* What you are asked to do *
Give the data again in full, exactly as written below.

Stored dataset items
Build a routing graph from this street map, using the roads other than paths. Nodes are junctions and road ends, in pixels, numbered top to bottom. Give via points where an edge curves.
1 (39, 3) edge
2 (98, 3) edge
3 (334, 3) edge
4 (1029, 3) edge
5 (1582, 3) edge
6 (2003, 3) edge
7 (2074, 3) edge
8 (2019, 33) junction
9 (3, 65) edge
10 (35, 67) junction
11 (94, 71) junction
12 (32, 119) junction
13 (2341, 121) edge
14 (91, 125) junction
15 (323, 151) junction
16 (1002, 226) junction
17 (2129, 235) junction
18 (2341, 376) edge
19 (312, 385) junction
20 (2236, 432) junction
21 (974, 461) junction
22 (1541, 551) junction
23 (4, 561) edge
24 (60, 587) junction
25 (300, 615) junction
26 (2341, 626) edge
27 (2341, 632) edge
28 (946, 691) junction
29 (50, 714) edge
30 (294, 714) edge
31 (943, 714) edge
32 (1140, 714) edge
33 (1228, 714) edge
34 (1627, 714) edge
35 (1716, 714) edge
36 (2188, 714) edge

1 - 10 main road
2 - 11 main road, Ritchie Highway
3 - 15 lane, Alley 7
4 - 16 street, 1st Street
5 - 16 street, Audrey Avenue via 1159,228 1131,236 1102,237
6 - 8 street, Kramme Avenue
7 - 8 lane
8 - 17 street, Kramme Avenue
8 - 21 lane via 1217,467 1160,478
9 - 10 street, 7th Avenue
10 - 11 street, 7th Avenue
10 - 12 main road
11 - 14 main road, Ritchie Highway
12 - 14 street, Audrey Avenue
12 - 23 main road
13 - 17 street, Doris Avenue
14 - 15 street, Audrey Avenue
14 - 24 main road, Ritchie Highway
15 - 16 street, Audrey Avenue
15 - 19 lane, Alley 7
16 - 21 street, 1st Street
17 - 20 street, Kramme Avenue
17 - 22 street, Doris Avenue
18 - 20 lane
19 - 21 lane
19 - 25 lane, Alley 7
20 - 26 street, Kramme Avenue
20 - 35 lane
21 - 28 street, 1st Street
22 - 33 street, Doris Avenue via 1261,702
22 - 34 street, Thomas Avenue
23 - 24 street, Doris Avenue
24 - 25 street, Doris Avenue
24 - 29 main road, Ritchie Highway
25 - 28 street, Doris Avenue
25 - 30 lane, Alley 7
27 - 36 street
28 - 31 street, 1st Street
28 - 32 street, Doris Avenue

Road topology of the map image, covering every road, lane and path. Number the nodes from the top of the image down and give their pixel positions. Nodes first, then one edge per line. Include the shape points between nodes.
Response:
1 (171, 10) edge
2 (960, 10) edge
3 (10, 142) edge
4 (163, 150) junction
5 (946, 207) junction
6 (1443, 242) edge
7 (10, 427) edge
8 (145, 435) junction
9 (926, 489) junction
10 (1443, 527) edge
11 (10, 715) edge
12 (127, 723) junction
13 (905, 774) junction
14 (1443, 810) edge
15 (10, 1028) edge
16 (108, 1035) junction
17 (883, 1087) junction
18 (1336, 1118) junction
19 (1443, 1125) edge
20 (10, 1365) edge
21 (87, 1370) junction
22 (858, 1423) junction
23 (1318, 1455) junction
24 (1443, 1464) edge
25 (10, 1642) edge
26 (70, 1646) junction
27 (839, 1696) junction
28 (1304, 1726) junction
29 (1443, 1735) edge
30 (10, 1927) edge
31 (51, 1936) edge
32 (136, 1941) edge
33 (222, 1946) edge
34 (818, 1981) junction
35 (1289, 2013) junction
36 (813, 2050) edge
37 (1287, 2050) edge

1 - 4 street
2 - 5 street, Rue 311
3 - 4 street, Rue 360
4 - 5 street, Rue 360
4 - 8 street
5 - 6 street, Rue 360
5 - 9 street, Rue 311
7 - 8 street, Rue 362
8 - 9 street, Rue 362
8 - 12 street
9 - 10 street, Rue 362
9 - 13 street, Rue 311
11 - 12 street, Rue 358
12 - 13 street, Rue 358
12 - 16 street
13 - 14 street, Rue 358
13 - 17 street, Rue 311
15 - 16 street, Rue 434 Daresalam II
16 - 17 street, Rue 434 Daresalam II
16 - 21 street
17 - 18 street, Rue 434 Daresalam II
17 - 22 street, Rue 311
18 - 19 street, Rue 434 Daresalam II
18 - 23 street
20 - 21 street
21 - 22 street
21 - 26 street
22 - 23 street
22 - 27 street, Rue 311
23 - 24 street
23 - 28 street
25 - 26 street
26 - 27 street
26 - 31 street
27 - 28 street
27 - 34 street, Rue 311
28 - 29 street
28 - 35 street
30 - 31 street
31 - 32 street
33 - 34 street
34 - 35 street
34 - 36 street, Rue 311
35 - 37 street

* Answer box *
Build a routing graph from this street map, using the roads other than paths. Nodes are junctions and road ends, in pixels, numbered top to bottom. Give via points where an edge curves.
1 (39, 3) edge
2 (98, 3) edge
3 (334, 3) edge
4 (1029, 3) edge
5 (1582, 3) edge
6 (2003, 3) edge
7 (2074, 3) edge
8 (2019, 33) junction
9 (3, 65) edge
10 (35, 67) junction
11 (94, 71) junction
12 (32, 119) junction
13 (2341, 121) edge
14 (91, 125) junction
15 (323, 151) junction
16 (1002, 226) junction
17 (2129, 235) junction
18 (2341, 376) edge
19 (312, 385) junction
20 (2236, 432) junction
21 (974, 461) junction
22 (1541, 551) junction
23 (4, 561) edge
24 (60, 587) junction
25 (300, 615) junction
26 (2341, 626) edge
27 (2341, 632) edge
28 (946, 691) junction
29 (50, 714) edge
30 (294, 714) edge
31 (943, 714) edge
32 (1140, 714) edge
33 (1228, 714) edge
34 (1627, 714) edge
35 (1716, 714) edge
36 (2188, 714) edge

1 - 10 main road
2 - 11 main road, Ritchie Highway
3 - 15 lane, Alley 7
4 - 16 street, 1st Street
5 - 16 street, Audrey Avenue via 1159,228 1131,236 1102,237
6 - 8 street, Kramme Avenue
7 - 8 lane
8 - 17 street, Kramme Avenue
8 - 21 lane via 1217,467 1160,478
9 - 10 street, 7th Avenue
10 - 11 street, 7th Avenue
10 - 12 main road
11 - 14 main road, Ritchie Highway
12 - 14 street, Audrey Avenue
12 - 23 main road
13 - 17 street, Doris Avenue
14 - 15 street, Audrey Avenue
14 - 24 main road, Ritchie Highway
15 - 16 street, Audrey Avenue
15 - 19 lane, Alley 7
16 - 21 street, 1st Street
17 - 20 street, Kramme Avenue
17 - 22 street, Doris Avenue
18 - 20 lane
19 - 21 lane
19 - 25 lane, Alley 7
20 - 26 street, Kramme Avenue
20 - 35 lane
21 - 28 street, 1st Street
22 - 33 street, Doris Avenue via 1261,702
22 - 34 street, Thomas Avenue
23 - 24 street, Doris Avenue
24 - 25 street, Doris Avenue
24 - 29 main road, Ritchie Highway
25 - 28 street, Doris Avenue
25 - 30 lane, Alley 7
27 - 36 street
28 - 31 street, 1st Street
28 - 32 street, Doris Avenue

Road topology of the map image, covering every road, lane and path. Number the nodes from the top of the image down and give their pixel positions. Nodes first, then one edge per line. Include the shape points between nodes.
Response:
1 (171, 10) edge
2 (960, 10) edge
3 (10, 142) edge
4 (163, 150) junction
5 (946, 207) junction
6 (1443, 242) edge
7 (10, 427) edge
8 (145, 435) junction
9 (926, 489) junction
10 (1443, 527) edge
11 (10, 715) edge
12 (127, 723) junction
13 (905, 774) junction
14 (1443, 810) edge
15 (10, 1028) edge
16 (108, 1035) junction
17 (883, 1087) junction
18 (1336, 1118) junction
19 (1443, 1125) edge
20 (10, 1365) edge
21 (87, 1370) junction
22 (858, 1423) junction
23 (1318, 1455) junction
24 (1443, 1464) edge
25 (10, 1642) edge
26 (70, 1646) junction
27 (839, 1696) junction
28 (1304, 1726) junction
29 (1443, 1735) edge
30 (10, 1927) edge
31 (51, 1936) edge
32 (136, 1941) edge
33 (222, 1946) edge
34 (818, 1981) junction
35 (1289, 2013) junction
36 (813, 2050) edge
37 (1287, 2050) edge

1 - 4 street
2 - 5 street, Rue 311
3 - 4 street, Rue 360
4 - 5 street, Rue 360
4 - 8 street
5 - 6 street, Rue 360
5 - 9 street, Rue 311
7 - 8 street, Rue 362
8 - 9 street, Rue 362
8 - 12 street
9 - 10 street, Rue 362
9 - 13 street, Rue 311
11 - 12 street, Rue 358
12 - 13 street, Rue 358
12 - 16 street
13 - 14 street, Rue 358
13 - 17 street, Rue 311
15 - 16 street, Rue 434 Daresalam II
16 - 17 street, Rue 434 Daresalam II
16 - 21 street
17 - 18 street, Rue 434 Daresalam II
17 - 22 street, Rue 311
18 - 19 street, Rue 434 Daresalam II
18 - 23 street
20 - 21 street
21 - 22 street
21 - 26 street
22 - 23 street
22 - 27 street, Rue 311
23 - 24 street
23 - 28 street
25 - 26 street
26 - 27 street
26 - 31 street
27 - 28 street
27 - 34 street, Rue 311
28 - 29 street
28 - 35 street
30 - 31 street
31 - 32 street
33 - 34 street
34 - 35 street
34 - 36 street, Rue 311
35 - 37 street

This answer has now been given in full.